Records from a data source:
++++

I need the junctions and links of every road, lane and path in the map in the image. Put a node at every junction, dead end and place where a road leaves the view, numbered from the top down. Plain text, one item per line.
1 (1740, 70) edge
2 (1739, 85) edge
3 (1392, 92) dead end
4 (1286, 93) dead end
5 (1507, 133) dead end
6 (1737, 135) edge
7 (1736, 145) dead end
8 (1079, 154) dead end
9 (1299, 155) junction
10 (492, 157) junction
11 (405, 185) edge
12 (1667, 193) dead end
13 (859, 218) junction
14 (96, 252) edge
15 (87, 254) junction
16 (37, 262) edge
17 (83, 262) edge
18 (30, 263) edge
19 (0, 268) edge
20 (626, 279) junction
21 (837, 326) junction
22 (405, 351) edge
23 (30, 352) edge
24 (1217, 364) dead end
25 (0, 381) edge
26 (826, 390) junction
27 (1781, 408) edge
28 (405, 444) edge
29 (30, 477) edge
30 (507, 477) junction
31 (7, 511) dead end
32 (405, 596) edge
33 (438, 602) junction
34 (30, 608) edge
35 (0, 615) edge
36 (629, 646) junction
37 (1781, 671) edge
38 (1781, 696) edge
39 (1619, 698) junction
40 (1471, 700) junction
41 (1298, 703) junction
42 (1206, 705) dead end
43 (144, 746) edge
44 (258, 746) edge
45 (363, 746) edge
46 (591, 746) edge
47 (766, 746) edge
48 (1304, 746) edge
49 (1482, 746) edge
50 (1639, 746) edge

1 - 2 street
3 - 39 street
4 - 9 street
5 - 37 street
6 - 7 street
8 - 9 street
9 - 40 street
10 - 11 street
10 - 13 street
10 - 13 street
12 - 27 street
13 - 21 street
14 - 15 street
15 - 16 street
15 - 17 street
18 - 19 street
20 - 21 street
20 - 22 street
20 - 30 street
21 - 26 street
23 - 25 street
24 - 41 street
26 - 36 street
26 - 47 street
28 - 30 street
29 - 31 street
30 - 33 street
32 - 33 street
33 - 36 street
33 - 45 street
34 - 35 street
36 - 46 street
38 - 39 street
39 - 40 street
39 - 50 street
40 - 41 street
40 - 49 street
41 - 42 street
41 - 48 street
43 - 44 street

++++

WHAT IS NEEDED -
If a line of the data contains the word "dead", it counts toward the total; state that total alone.

FINISHED TASK -
10